__What you have to do__
Word for word, write out all the entries below, omitting every picture.

::: Input for this task :::

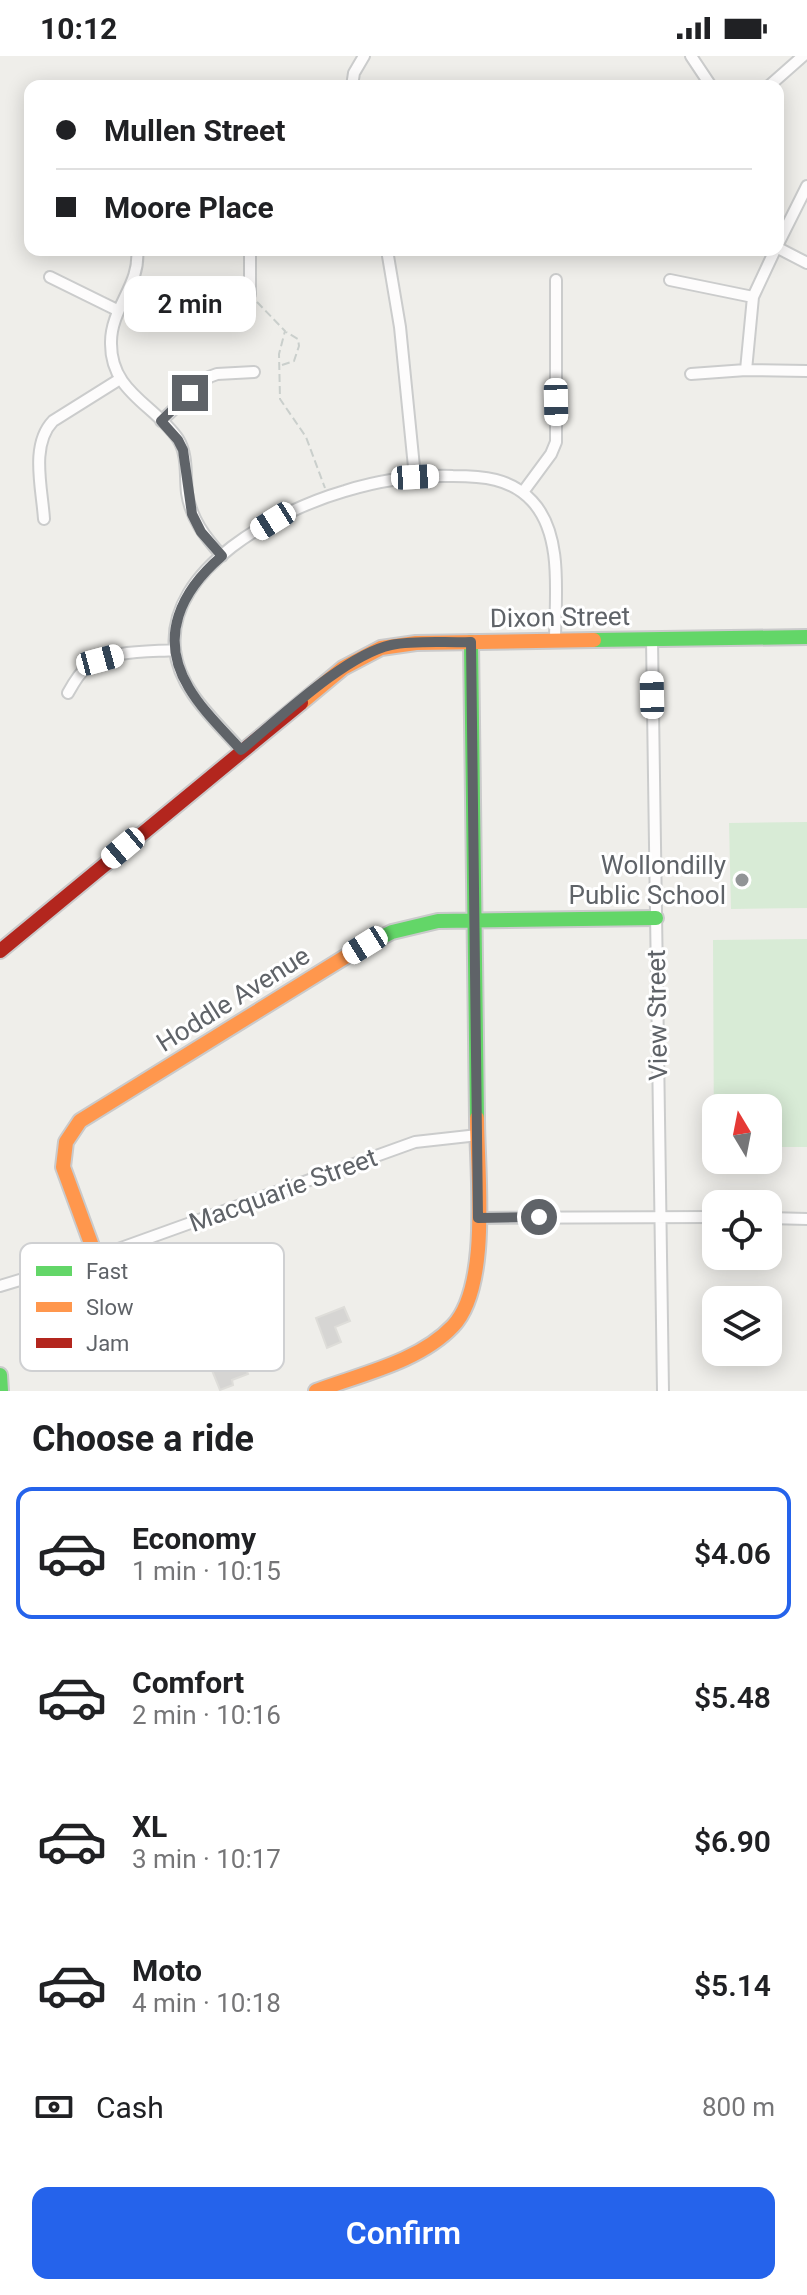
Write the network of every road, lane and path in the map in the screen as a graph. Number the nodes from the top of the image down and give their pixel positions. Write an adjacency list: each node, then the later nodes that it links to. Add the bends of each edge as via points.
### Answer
1 (364, 56): 4 (street)
2 (691, 56): 5 (street)
3 (803, 56): 6 (street)
4 (353, 80)
5 (707, 80)
6 (776, 80)
7 (807, 186): 8 (street)
8 (784, 233)
9 (784, 251): 14 (street)
10 (137, 256): 20 (street, via 134,279)
11 (250, 256): 18 (street)
12 (388, 256): 29 (street)
13 (773, 256): 19 (street)
14 (807, 263)
15 (50, 277): 20 (street)
16 (556, 280): 30 (street, via 556,442)
17 (670, 280): 19 (street)
18 (250, 294): 21 (path)
19 (753, 297): 23 (street)
20 (117, 310): 27 (street, via 111,359)
21 (285, 331): 22 (path); 22 (path, via 298,339 299,346 294,361)
22 (280, 366): 31 (path, via 280,399 306,437)
23 (746, 370): 24 (street); 26 (street)
24 (807, 371)
25 (254, 372): 28 (street, via 209,377)
26 (691, 374)
27 (120, 379): 28 (street); 32 (street, via 45,429 40,447)
28 (161, 421): 33 (street, via 183,450 192,514)
29 (415, 477): 30 (street, via 488,478); 31 (street)
30 (523, 492): 36 (street, via 543,517 554,557)
31 (328, 497): 33 (street, via 273,521)
32 (44, 519)
33 (222, 556): 38 (street, via 186,595)
34 (807, 637): 35 (street, Dixon Street)
35 (652, 640): 36 (street, Dixon Street); 41 (street, View Street)
36 (555, 641): 37 (street, Dixon Street)
37 (471, 642): 40 (street, Dixon Street, via 404,644 367,653); 42 (street)
38 (175, 650): 39 (street, via 100,660 86,667); 40 (street, via 191,691)
39 (68, 693)
40 (241, 750): 43 (street, Dixon Street)
41 (656, 918): 42 (street, Hoddle Avenue); 45 (street, View Street)
42 (475, 920): 44 (street); 50 (street, Hoddle Avenue, via 424,923 385,933 80,1121 68,1135 63,1167)
43 (0, 949)
44 (478, 1135): 47 (street); 51 (street, Macquarie Street, via 415,1142)
45 (661, 1216): 46 (street); 47 (street); 57 (street, View Street)
46 (702, 1217)
47 (478, 1218): 56 (street, via 478,1269 463,1316 425,1347)
48 (782, 1218): 49 (street)
49 (807, 1219)
50 (91, 1243)
51 (135, 1243)
52 (20, 1280): 53 (street, Macquarie Street)
53 (0, 1286)
54 (0, 1376): 55 (street)
55 (1, 1391)
56 (316, 1391)
57 (663, 1391)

:::

__Response area__
Write the network of every road, lane and path in the map in the screen as a graph. Number the nodes from the top of the image down and give their pixel positions. Write an adjacency list: each node, then the later nodes that it links to. Add the bends of each edge as via points.
### Answer
1 (364, 56): 4 (street)
2 (691, 56): 5 (street)
3 (803, 56): 6 (street)
4 (353, 80)
5 (707, 80)
6 (776, 80)
7 (807, 186): 8 (street)
8 (784, 233)
9 (784, 251): 14 (street)
10 (137, 256): 20 (street, via 134,279)
11 (250, 256): 18 (street)
12 (388, 256): 29 (street)
13 (773, 256): 19 (street)
14 (807, 263)
15 (50, 277): 20 (street)
16 (556, 280): 30 (street, via 556,442)
17 (670, 280): 19 (street)
18 (250, 294): 21 (path)
19 (753, 297): 23 (street)
20 (117, 310): 27 (street, via 111,359)
21 (285, 331): 22 (path); 22 (path, via 298,339 299,346 294,361)
22 (280, 366): 31 (path, via 280,399 306,437)
23 (746, 370): 24 (street); 26 (street)
24 (807, 371)
25 (254, 372): 28 (street, via 209,377)
26 (691, 374)
27 (120, 379): 28 (street); 32 (street, via 45,429 40,447)
28 (161, 421): 33 (street, via 183,450 192,514)
29 (415, 477): 30 (street, via 488,478); 31 (street)
30 (523, 492): 36 (street, via 543,517 554,557)
31 (328, 497): 33 (street, via 273,521)
32 (44, 519)
33 (222, 556): 38 (street, via 186,595)
34 (807, 637): 35 (street, Dixon Street)
35 (652, 640): 36 (street, Dixon Street); 41 (street, View Street)
36 (555, 641): 37 (street, Dixon Street)
37 (471, 642): 40 (street, Dixon Street, via 404,644 367,653); 42 (street)
38 (175, 650): 39 (street, via 100,660 86,667); 40 (street, via 191,691)
39 (68, 693)
40 (241, 750): 43 (street, Dixon Street)
41 (656, 918): 42 (street, Hoddle Avenue); 45 (street, View Street)
42 (475, 920): 44 (street); 50 (street, Hoddle Avenue, via 424,923 385,933 80,1121 68,1135 63,1167)
43 (0, 949)
44 (478, 1135): 47 (street); 51 (street, Macquarie Street, via 415,1142)
45 (661, 1216): 46 (street); 47 (street); 57 (street, View Street)
46 (702, 1217)
47 (478, 1218): 56 (street, via 478,1269 463,1316 425,1347)
48 (782, 1218): 49 (street)
49 (807, 1219)
50 (91, 1243)
51 (135, 1243)
52 (20, 1280): 53 (street, Macquarie Street)
53 (0, 1286)
54 (0, 1376): 55 (street)
55 (1, 1391)
56 (316, 1391)
57 (663, 1391)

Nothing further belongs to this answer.